All this means that the fight to establish and maintain the first Shiite dominated government in the Arab world has been successfully achieved, although at a brutal cost. In the face of multiple insurgencies, which unleashed extreme violence that included thousands of civilian deaths per month during the worst periods, elements within the government of Iraq resorted to ethnic cleansing. These steps made it more difficult for Sunni insurgents to hide or blend in with the population. The population of Baghdad, which previously was 35 percent Sunni, today is only 10 percent to 15 percent Sunni after the flight of many refugees to various Arab states.
Iraq’s Sunni regional neighbors also feared the country’s new Shiite elite.

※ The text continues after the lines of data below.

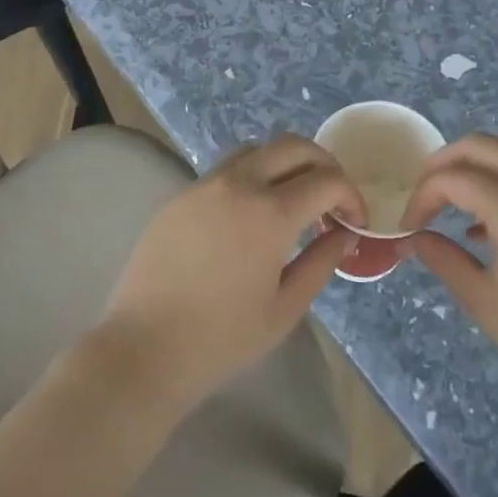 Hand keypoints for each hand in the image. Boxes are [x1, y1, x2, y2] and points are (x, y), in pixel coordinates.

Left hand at [95, 136, 363, 414]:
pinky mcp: (181, 194)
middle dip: (323, 164)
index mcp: (271, 213)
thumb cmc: (221, 339)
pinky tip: (249, 213)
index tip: (355, 221)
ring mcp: (206, 184)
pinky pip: (226, 169)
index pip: (327, 180)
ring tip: (292, 197)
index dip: (350, 196)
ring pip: (258, 149)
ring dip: (285, 163)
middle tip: (332, 197)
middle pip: (294, 146)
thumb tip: (345, 234)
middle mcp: (240, 183)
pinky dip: (252, 176)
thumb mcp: (284, 308)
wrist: (142, 350)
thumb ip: (321, 263)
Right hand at [400, 134, 497, 423]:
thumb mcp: (486, 303)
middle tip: (423, 195)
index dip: (423, 196)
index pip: (454, 177)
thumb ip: (444, 261)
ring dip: (475, 169)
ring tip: (452, 208)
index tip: (409, 227)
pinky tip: (488, 226)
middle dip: (445, 162)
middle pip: (481, 145)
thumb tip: (413, 239)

They provided support for the insurgencies that developed, including money, materiel, and fighters. It was only when the violence in Iraq threatened to spill across the country’s borders that regional governments rethought their positions and began establishing normal diplomatic relations with the Iraqi government. The final step in the region’s acceptance of Iraq’s new political order was the holding of the 2012 Arab League summit in Baghdad – the first summit to be held in Baghdad since 1990, and which was attended by all of the major powers in the region.
These security challenges had to be faced at the same time as the Iraqi state, with U.S. help, was attempting to build a new infrastructure for governing. New security forces had to be recruited, organized and equipped; government ministries for basic services such as water, oil, and electricity had to be organized and staffed; and the division of power between regional and national authorities had to be established.
Yet while Iraq remains one of the most corrupt and difficult places in the world to conduct business, the Iraqi government has made some progress in stabilizing the situation. Oil production is now at its highest level in decades, security forces loyal to the government now patrol the barriers originally established by U.S. forces, and the amount of electricity supplied to the country has grown.
As noted in a 2009 RAND report, since 2008 there has been an important shift in the political dynamics of Iraq, with all of the main political factions (Sunni, Shiite, and Kurd) largely eschewing violence in favor of political involvement to advance their agendas. Daily violence in Iraq today is conducted by extremist forces that so far lack the ability to reignite the large-scale factional violence that occurred in 2006 and 2007.
Over the last two years, meanwhile, al-Maliki has undoubtedly tested the proposition that the political influence of Sunnis and Kurds can be marginalized without igniting widespread instability. In December 2011, an arrest warrant on terrorism charges was issued for the country’s Sunni vice president, Tariq al-Hashemi, who then fled to Turkey. In addition, Hashemi’s bodyguards were given death sentences in connection with the case. These charges and arrests initiated protests by Sunnis, who demanded a broader role in the country’s decisionmaking.
And, despite all this pressure, al-Maliki has not backed down. With the power of the Iraqi state at their disposal, al-Maliki and other Shiite leaders appear to believe they can weather the violent attacks and political pressure that they see as an attempt to overturn the new political order. Given the forces the Shiite political order has already withstood, it seems likely the status quo will continue for the foreseeable future.